# How to train new puppy arrival



## Stribor45 (Aug 2, 2020)

Hi everyone,

We will be getting puppy in few months and I am trying to be prepared in to how to best train the puppy. We have 2 storey home so we dont want puppy to roam arround we want him to be with us always whatever area of the house we are in. When we take him for the walk we would want him not wonder arround all over the place while on leash but rather close to us. These are just some of the things I sam interested in so if someone can recomend online resource where I can find all these information. There is so much resources online and I wondered what resources other Havanese owners used that actually worked for them.

Thanks everyone


----------



## krandall (Jun 11, 2009)

For a long, LONG time, it will be all about confinement more than training. Training him to stay close at all time in sll situation is the work of years.


----------



## Melissa Woods (Feb 21, 2019)

krandall said:


> For a long, LONG time, it will be all about confinement more than training. Training him to stay close at all time in sll situation is the work of years.


Yeah exercise pen/ crate. Goal number one is reliable potty training and not eating and chewing dangerous/ inappropriate stuff. Then you can at least trust them in your house! Socialization. Leash training. Lol.


----------



## EvaE1izabeth (Nov 14, 2017)

There are a lot of resources online, and I did read a couple of books, too. I think just read and watch as much as you can, because I found the more I did, the more I understood and could filter good advice and bad advice. Then you’ll also find you have more specific questions. 

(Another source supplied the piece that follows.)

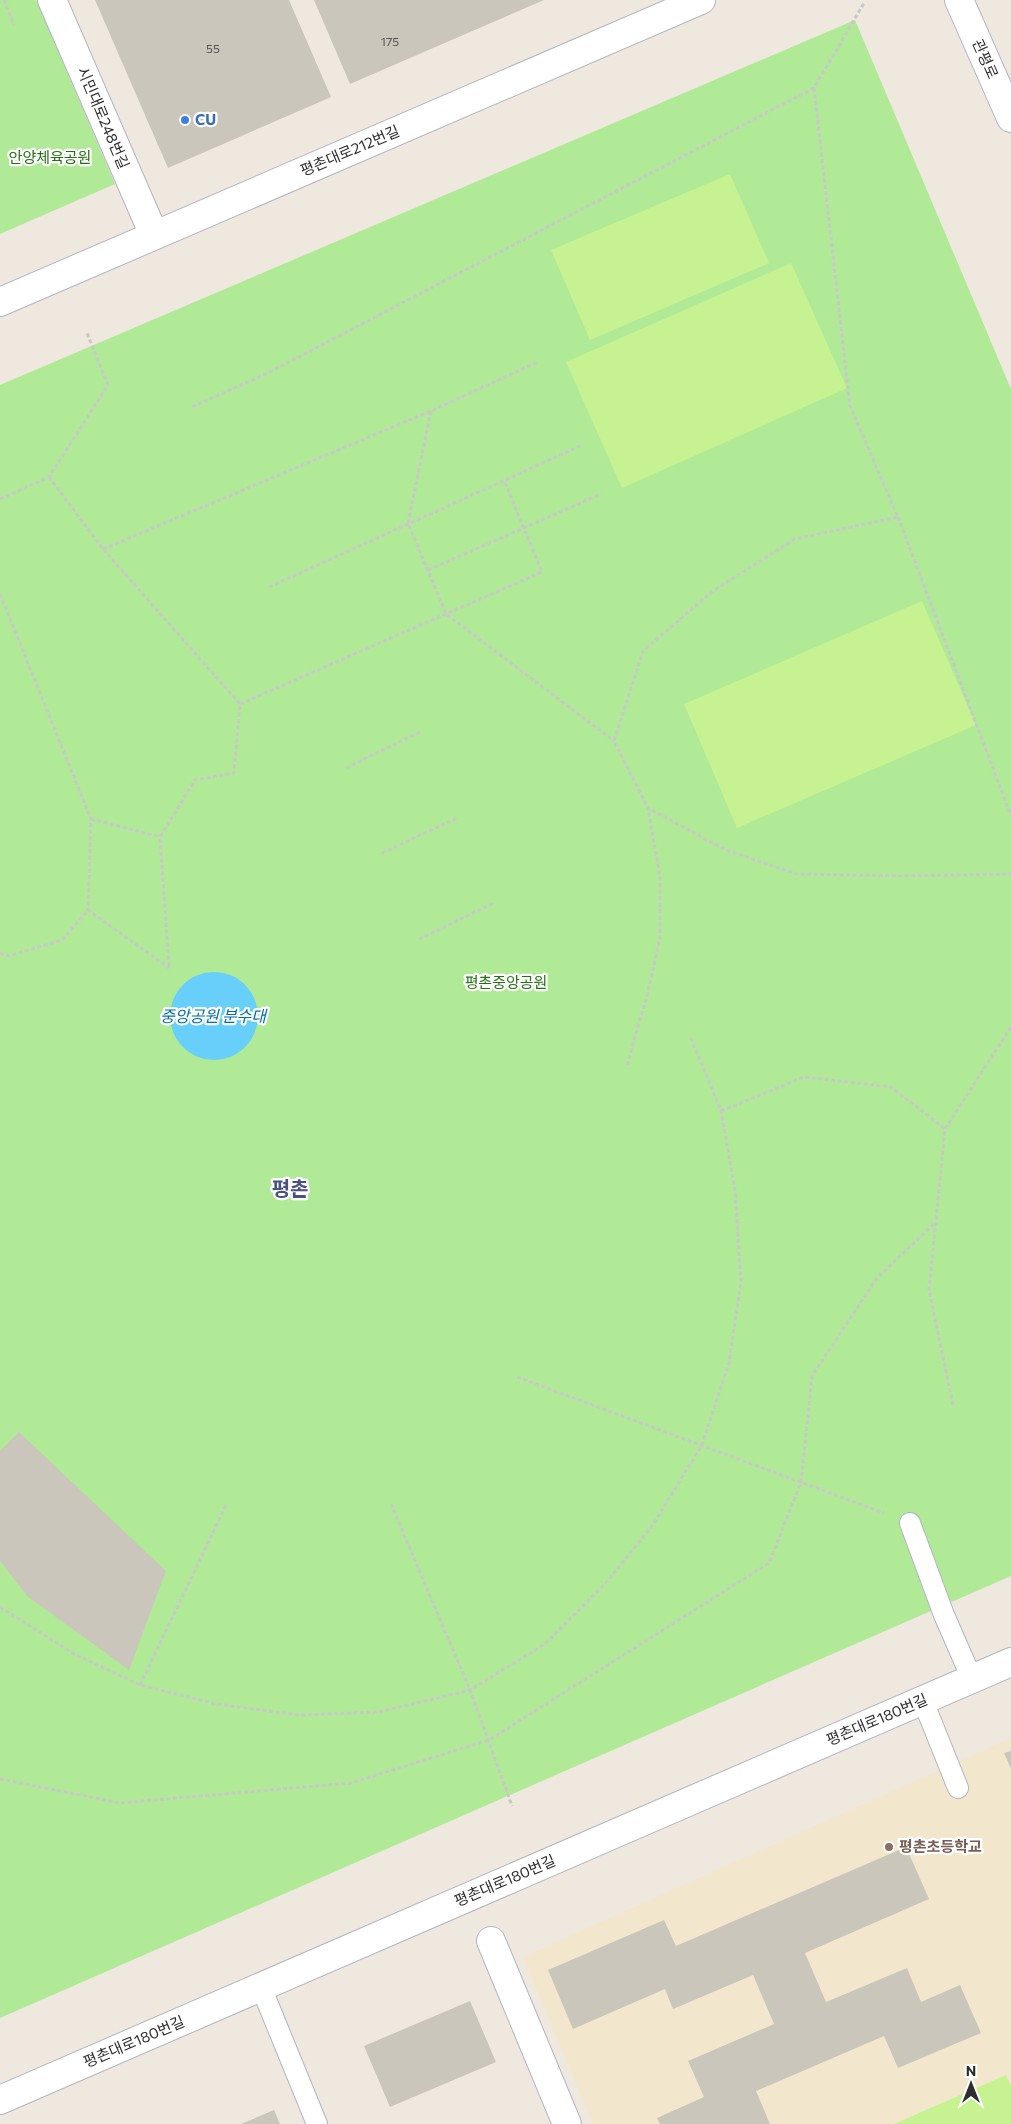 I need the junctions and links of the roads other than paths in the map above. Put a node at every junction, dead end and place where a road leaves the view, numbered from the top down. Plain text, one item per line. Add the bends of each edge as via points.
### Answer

If you have kids, I’d start with preparing them on what to expect before ever bringing the puppy home. Next highest priority, I’d read a lot on socialization and potty training so you can plan the potty training setup you want, and so you can be ready to start socializing immediately when you bring the puppy home. There is a ton of information, but I think those things are the most important to have a good understanding of as soon as possible.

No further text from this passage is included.